0 / 0
Data integration tutorial: Orchestrate an AI pipeline with data integration
Last updated: Nov 27, 2024
Data integration tutorial: Orchestrate an AI pipeline with data integration

Take this tutorial to create an end-to-end pipeline to deliver concise, pre-processed, and up-to-date data stored in an external data source with the data fabric trial. Your goal is to use Orchestration Pipelines to orchestrate that end-to-end workflow to generate automated, consistent, and repeatable outcomes. The pipeline uses DataStage and AutoAI, which automates several aspects for a model building process such as, feature engineering and hyperparameter optimization. AutoAI ranks candidate algorithms, and then selects the best model.

Quick start: If you did not already create the sample project for this tutorial, access the Orchestrate an AI pipeline sample project in the Resource hub.
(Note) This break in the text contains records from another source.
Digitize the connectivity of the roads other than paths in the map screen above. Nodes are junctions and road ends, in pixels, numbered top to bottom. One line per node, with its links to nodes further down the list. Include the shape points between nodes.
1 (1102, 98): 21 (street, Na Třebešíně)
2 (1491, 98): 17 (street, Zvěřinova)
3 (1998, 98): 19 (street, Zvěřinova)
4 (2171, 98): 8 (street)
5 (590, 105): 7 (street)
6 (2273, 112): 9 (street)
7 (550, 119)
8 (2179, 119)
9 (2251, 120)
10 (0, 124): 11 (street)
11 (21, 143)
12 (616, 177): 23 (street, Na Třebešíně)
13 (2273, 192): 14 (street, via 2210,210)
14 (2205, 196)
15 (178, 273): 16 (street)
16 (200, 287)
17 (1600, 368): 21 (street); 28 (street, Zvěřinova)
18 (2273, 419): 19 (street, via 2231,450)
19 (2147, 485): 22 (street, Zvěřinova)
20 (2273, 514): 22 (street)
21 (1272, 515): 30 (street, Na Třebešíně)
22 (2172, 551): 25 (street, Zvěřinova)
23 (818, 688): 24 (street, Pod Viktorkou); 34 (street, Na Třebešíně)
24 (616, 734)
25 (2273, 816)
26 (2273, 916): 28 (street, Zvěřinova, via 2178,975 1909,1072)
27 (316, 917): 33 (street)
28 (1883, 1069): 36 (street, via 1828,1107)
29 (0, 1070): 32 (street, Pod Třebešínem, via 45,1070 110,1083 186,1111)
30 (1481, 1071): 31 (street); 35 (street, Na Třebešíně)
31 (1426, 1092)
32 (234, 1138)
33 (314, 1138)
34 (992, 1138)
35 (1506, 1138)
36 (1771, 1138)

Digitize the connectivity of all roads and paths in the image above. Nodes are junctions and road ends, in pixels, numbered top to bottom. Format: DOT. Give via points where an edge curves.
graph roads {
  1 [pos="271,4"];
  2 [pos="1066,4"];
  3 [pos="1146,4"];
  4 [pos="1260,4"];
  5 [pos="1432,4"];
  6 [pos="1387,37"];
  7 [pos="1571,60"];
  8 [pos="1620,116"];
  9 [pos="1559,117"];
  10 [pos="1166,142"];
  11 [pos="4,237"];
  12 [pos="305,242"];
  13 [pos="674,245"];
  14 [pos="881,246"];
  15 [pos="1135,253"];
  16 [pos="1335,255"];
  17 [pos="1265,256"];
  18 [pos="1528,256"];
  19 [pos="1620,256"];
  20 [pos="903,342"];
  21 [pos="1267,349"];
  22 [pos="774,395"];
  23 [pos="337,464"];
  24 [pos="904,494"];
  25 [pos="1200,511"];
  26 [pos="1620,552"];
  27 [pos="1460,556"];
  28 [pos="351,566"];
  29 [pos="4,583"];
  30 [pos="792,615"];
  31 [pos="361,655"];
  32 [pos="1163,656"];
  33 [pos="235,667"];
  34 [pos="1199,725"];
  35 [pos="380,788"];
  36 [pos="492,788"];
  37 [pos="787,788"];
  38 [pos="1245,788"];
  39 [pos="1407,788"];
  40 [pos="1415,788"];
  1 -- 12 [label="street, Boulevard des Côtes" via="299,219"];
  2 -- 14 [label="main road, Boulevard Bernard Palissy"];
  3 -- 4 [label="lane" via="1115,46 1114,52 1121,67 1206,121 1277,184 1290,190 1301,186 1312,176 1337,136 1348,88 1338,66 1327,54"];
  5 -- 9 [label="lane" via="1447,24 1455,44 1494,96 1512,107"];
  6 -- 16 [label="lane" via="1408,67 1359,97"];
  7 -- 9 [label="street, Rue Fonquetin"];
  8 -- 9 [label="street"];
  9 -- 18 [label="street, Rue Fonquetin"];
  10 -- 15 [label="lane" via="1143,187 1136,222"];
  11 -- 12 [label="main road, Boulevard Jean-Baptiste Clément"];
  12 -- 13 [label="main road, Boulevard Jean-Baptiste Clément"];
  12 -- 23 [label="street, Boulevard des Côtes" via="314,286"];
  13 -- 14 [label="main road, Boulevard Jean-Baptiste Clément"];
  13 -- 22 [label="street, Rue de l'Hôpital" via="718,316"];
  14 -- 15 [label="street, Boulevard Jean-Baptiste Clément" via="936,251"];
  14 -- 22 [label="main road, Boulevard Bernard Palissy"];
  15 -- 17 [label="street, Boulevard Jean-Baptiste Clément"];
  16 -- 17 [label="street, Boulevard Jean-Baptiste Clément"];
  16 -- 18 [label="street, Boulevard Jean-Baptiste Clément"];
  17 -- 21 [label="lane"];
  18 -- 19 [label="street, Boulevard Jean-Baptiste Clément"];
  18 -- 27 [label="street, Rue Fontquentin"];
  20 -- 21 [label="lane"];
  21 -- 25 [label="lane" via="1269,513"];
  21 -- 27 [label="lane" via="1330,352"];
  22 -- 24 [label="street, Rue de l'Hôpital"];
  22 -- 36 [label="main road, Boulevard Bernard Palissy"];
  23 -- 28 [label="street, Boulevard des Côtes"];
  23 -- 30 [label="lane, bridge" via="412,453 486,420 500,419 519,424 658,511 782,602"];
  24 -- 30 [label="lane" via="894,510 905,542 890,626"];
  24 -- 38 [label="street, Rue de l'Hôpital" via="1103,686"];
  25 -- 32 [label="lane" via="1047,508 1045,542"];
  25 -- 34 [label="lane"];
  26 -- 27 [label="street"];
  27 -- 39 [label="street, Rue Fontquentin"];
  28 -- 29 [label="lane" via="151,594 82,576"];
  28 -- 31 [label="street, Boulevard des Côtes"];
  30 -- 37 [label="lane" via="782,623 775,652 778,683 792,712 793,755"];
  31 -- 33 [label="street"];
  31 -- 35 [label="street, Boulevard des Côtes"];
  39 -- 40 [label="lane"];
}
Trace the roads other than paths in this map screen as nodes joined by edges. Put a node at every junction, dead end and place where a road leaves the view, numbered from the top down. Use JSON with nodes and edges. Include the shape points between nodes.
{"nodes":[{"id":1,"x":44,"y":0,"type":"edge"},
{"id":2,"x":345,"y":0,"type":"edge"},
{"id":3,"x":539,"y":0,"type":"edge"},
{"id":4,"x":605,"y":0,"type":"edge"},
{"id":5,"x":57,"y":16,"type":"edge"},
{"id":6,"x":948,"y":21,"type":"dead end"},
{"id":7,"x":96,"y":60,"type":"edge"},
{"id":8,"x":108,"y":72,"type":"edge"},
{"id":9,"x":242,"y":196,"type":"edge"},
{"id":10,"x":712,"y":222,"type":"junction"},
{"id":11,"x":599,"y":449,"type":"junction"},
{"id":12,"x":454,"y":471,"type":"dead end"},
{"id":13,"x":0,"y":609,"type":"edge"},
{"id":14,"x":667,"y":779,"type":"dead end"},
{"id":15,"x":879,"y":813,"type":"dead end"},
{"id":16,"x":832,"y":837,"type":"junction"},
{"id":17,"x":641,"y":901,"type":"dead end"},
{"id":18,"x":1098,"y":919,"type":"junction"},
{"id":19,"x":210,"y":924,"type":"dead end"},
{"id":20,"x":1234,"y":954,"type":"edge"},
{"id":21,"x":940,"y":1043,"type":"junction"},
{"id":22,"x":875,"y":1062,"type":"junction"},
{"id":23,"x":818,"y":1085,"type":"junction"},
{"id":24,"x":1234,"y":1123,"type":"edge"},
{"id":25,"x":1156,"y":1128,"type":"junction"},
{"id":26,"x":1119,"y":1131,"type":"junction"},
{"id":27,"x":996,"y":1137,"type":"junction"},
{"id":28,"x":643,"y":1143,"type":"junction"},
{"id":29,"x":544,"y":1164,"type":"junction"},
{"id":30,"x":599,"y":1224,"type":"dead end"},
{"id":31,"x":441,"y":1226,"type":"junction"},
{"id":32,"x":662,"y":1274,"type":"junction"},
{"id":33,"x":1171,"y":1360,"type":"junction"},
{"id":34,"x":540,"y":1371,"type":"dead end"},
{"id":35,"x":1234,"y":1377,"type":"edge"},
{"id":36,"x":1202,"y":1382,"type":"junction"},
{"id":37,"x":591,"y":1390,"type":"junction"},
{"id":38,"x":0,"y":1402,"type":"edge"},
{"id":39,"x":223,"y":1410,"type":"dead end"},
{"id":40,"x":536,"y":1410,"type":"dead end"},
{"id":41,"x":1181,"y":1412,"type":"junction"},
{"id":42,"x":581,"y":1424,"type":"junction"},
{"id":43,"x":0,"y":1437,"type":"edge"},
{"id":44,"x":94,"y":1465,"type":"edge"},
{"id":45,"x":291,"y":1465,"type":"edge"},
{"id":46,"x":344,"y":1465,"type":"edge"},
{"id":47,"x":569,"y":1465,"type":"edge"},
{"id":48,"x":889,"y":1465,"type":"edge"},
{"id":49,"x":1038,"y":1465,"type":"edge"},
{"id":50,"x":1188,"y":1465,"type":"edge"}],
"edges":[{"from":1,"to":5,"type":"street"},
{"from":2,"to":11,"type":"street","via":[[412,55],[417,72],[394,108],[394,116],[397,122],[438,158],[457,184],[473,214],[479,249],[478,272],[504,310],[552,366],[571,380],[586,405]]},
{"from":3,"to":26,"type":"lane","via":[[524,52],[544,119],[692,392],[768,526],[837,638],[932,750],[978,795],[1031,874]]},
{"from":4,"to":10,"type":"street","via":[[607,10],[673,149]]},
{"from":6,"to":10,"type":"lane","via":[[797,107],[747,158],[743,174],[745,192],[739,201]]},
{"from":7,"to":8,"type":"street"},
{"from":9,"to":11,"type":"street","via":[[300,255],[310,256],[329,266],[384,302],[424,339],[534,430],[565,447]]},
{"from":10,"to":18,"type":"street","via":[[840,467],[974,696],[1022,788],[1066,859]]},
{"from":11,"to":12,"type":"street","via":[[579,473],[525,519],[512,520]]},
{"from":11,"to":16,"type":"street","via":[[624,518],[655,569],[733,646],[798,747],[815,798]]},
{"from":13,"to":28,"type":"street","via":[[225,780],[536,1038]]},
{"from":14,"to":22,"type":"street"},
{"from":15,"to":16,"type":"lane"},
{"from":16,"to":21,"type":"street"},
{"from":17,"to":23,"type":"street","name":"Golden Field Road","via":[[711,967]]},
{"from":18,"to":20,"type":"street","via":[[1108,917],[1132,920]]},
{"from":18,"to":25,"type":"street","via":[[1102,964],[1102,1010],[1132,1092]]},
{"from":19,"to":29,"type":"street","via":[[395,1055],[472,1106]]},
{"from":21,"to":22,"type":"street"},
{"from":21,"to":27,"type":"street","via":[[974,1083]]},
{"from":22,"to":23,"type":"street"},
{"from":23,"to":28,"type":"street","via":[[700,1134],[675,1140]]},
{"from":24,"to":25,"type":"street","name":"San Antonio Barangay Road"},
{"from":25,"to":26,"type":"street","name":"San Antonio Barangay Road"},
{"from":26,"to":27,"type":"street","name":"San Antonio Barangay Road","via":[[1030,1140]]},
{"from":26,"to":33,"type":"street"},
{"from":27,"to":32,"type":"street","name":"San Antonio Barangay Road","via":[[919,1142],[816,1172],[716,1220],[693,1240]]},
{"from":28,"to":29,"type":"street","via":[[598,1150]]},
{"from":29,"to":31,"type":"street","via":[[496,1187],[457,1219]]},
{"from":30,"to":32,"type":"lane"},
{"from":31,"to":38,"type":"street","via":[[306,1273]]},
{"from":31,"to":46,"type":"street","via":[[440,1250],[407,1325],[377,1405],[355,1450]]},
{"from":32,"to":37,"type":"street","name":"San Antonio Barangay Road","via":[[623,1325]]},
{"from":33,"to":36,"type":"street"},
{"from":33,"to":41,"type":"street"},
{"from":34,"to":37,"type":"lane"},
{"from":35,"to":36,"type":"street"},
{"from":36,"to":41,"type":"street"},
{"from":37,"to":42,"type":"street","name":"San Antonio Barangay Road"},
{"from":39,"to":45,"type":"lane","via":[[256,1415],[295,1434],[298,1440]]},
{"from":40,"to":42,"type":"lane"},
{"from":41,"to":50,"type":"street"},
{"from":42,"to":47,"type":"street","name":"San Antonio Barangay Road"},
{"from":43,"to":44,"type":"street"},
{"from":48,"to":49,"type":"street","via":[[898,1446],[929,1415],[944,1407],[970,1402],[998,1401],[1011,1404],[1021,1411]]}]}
The story for the tutorial is that GoldenBank wants to expand its business by offering special low-rate mortgage renewals for online applications. Online applications expand the bank’s customer reach and reduce the bank’s application processing costs. The team will use Orchestration Pipelines to create a data pipeline that delivers up-to-date data on all mortgage applicants, that lenders can use for decision making. The data is stored in Db2 Warehouse. You need to prepare the data because it is potentially incomplete, outdated, and might be obfuscated or entirely inaccessible due to data privacy and sovereignty policies. Then, the team needs to build a mortgage approval model from trusted data, and then deploy and test the model in a pre-production environment.

The following animated image provides a quick preview of what you’ll accomplish by the end of this tutorial. You will edit and run a pipeline to build and deploy a machine learning model. Click the image to view a larger image.

Animated image

Preview the tutorial

In this tutorial, you will complete these tasks:

Watch Video Watch this video to preview the steps in this tutorial. There might be slight differences in the user interface that is shown in the video. The video is intended to be a companion to the written tutorial.

This video provides a visual method to learn the concepts and tasks in this documentation.





Tips for completing this tutorial
Here are some tips for successfully completing this tutorial.

Use the video picture-in-picture

Tip: Start the video, then as you scroll through the tutorial, the video moves to picture-in-picture mode. Close the video table of contents for the best experience with picture-in-picture. You can use picture-in-picture mode so you can follow the video as you complete the tasks in this tutorial. Click the timestamps for each task to follow along.

The following animated image shows how to use the video picture-in-picture and table of contents features:

How to use picture-in-picture and chapters

Get help in the community

If you need help with this tutorial, you can ask a question or find an answer in the Cloud Pak for Data Community discussion forum.

Set up your browser windows

For the optimal experience completing this tutorial, open Cloud Pak for Data in one browser window, and keep this tutorial page open in another browser window to switch easily between the two applications. Consider arranging the two browser windows side-by-side to make it easier to follow along.

Side-by-side tutorial and UI

Tip: If you encounter a guided tour while completing this tutorial in the user interface, click Maybe later.



Set up the prerequisites

Sign up for Cloud Pak for Data as a Service

You must sign up for Cloud Pak for Data as a Service and provision the necessary services for the Data integration use case.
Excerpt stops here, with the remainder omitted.